----- Listed records -----

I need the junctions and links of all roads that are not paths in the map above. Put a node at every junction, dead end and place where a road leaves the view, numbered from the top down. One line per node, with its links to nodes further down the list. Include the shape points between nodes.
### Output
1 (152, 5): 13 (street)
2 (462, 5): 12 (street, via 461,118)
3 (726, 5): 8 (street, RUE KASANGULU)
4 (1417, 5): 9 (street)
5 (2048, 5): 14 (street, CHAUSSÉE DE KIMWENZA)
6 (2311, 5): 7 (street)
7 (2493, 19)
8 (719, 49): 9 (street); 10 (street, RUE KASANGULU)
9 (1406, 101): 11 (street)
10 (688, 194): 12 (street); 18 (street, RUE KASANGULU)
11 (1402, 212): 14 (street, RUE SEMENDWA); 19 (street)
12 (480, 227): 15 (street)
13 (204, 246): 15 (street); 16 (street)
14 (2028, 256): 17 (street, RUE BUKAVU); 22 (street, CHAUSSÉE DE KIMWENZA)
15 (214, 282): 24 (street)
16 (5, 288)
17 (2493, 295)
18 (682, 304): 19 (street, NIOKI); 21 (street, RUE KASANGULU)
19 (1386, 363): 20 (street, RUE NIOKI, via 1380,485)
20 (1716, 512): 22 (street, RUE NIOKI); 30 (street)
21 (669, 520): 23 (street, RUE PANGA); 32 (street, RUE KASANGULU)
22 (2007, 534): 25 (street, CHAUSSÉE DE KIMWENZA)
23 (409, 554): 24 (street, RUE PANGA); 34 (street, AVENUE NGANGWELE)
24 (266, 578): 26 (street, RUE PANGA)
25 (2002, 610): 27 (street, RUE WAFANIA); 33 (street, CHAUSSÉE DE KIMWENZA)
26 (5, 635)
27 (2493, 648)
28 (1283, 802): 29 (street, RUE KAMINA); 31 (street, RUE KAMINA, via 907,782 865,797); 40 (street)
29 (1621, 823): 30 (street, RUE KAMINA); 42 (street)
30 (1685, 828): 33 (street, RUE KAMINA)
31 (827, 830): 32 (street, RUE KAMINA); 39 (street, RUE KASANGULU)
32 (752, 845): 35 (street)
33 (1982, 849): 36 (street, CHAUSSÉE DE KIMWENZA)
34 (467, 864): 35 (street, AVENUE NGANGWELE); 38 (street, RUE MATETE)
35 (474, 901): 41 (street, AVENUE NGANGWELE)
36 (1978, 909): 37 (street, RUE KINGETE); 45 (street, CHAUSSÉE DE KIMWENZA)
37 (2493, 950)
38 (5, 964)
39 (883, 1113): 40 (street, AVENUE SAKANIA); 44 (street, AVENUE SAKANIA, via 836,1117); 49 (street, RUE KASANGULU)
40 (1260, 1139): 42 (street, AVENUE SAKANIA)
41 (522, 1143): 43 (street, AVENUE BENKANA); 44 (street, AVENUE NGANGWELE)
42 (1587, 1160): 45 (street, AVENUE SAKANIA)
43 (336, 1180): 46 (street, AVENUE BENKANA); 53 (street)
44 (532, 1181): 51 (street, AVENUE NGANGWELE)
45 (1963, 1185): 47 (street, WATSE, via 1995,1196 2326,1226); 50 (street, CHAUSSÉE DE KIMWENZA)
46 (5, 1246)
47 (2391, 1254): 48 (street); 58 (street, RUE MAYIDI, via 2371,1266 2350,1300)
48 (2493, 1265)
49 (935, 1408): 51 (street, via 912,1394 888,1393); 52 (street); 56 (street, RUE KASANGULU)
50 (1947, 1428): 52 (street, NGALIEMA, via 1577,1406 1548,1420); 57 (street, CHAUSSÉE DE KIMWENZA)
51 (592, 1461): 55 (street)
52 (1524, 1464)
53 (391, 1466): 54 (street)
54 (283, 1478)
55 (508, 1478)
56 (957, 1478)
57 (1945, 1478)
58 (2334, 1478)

-----

• Assignment: Determine how many lines of the records contain the word "PANGA". Reply with the number by itself.

• Your solution: 3